In the interim The Tempest, written by the English composer when he was 32, has been acclaimed on the Continent and in the US. It’s a genuine hit, and you can’t say that about many recent British operas.
Monday’s superb revival — with most of the original cast back, sounding even more assured than after the scrambled preparations in 2004 — confirmed what the premiere had suggested: that this work is an ingenious melding of the familiar and the startlingly original. That applies not just to Adès’s music but also to Meredith Oakes’s terse, tangy, rhyming rewrite of Shakespeare. As in Purcell’s Fairy Queen and Bernstein’s West Side Story, the Bard’s words get short shrift. And the plot, too, is subtly tweaked so that the love of the youngsters, Miranda and Ferdinand, much more overtly confounds the powers of Simon Keenlyside’s immensely sung, tyrannical Prospero.
But it’s the eerie, airy music that ravishes the senses and drives the drama forward. Here too there are recognisable things: old-fashioned arias; cunningly weaved ensembles — none better than a sumptuous Purcellian passacaglia of reconciliation and renunciation near the end. But they exist in new sound-worlds that define characters and contexts with diamond clarity.

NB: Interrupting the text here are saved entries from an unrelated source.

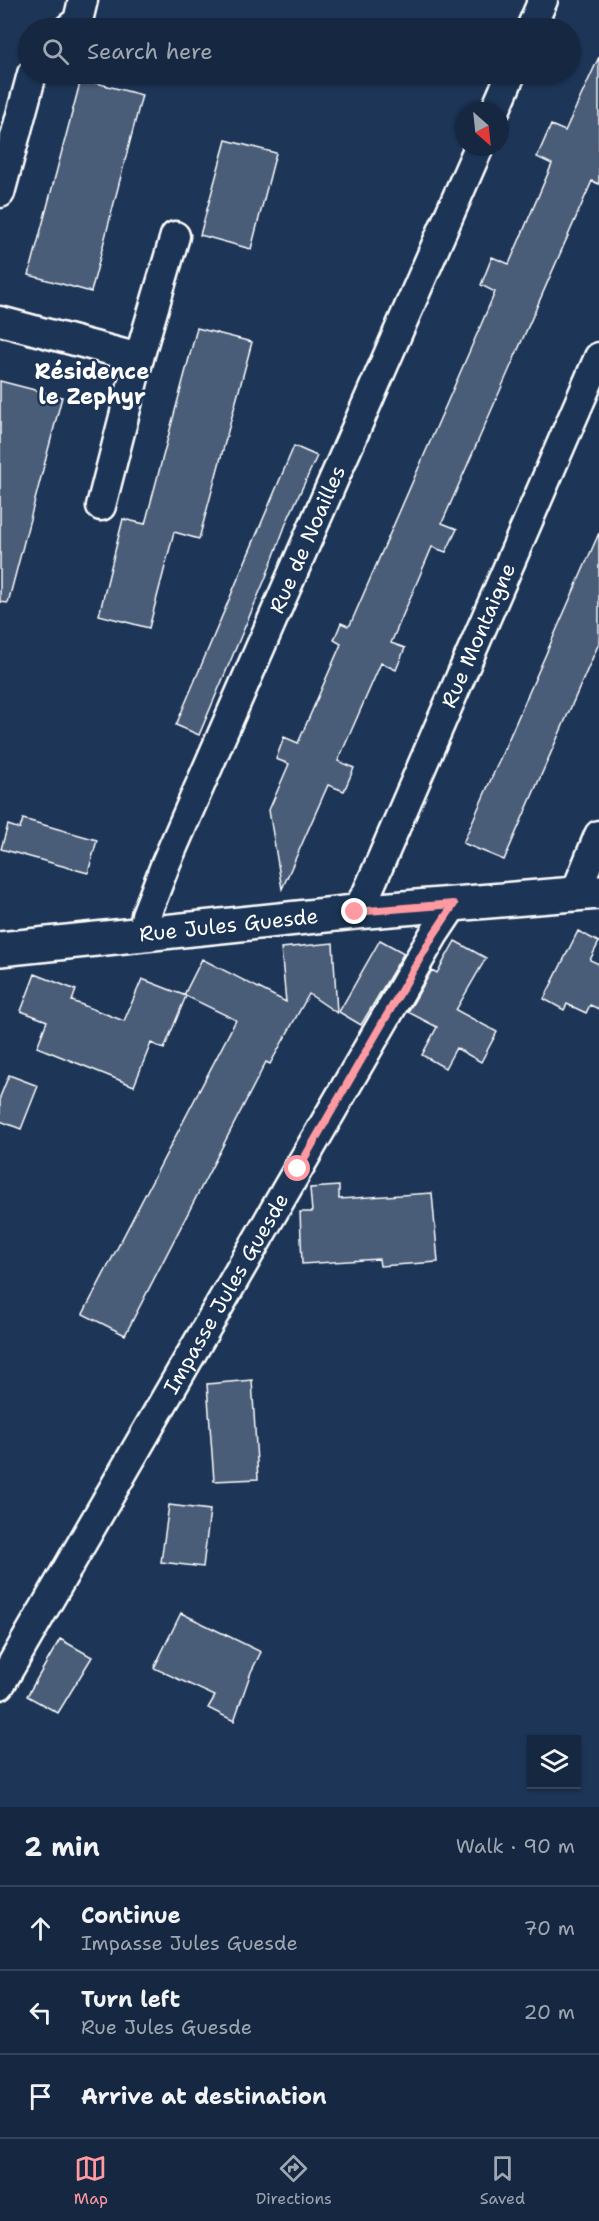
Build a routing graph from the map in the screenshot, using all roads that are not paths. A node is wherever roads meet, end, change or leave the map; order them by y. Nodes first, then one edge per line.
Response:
1 (83, 0) edge
2 (543, 0) edge
3 (79, 18) edge
4 (535, 18) edge
5 (29, 84) edge
6 (507, 84) edge
7 (499, 102) edge
8 (475, 156) edge
9 (0, 193) edge
10 (175, 236) dead end
11 (0, 321) edge
12 (599, 357) edge
13 (139, 358) junction
14 (101, 506) dead end
15 (599, 835) edge
16 (587, 893) edge
17 (454, 904) junction
18 (355, 912) junction
19 (143, 934) junction
20 (0, 949) edge
21 (0, 1685) edge

1 - 3 street
2 - 4 street
5 - 9 street
6 - 7 street
8 - 19 street, Rue de Noailles
10 - 13 street
11 - 13 street
12 - 18 street, Rue Montaigne
13 - 14 street
15 - 16 street
16 - 17 main road, Rue Jules Guesde
17 - 18 main road, Rue Jules Guesde
17 - 21 street, Impasse Jules Guesde
18 - 19 main road, Rue Jules Guesde
19 - 20 main road, Rue Jules Guesde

Best of all, the music seems to bloom in symbolic reflection of the redemptive love seeping through the play, at least as interpreted here. After the jagged shards of brass in the storm, the baleful orchestral grunts under Prospero’s vengeful lines, and the bizarre, stratospheric squeaking of Cyndia Sieden’s brilliantly demented stick-insect Ariel, Adès conjures a succession of meltingly lyrical set-pieces. Underpinned by ecstatic string trills there’s a gorgeous lovers’ duet, radiantly sung by Toby Spence and Kate Royal, making an ardent if somewhat consonant-free Royal Opera debut. Then comes a beguiling jingle of bells for the banquet and a shimmeringly nostalgic solo for Ian Bostridge’s rueful Caliban (a wonderful creation, like some fading heavy-metal headbanger turned scarecrow). Finally there’s a wistful fading lullaby for Caliban and Ariel that poignantly evokes the feeling of little lives being rounded with a sleep, even if the actual line is never sung.
Tom Cairns’s production, played amid the glowing cubes, flying gymnasts and basking alligators of Moritz Junge’s surreal set, still looks look like a bad night in an Ibiza disco. But with fine supporting performances from Philip Langridge’s anguished King of Naples and Donald Kaasch’s wonderfully malevolent Antonio, and with the composer himself conducting what really did sound like Shakespeare’s “thousand twangling instruments”, this is a show which gives one hope that an art form as old as The Tempest itself has been dazzlingly remade for the 21st century.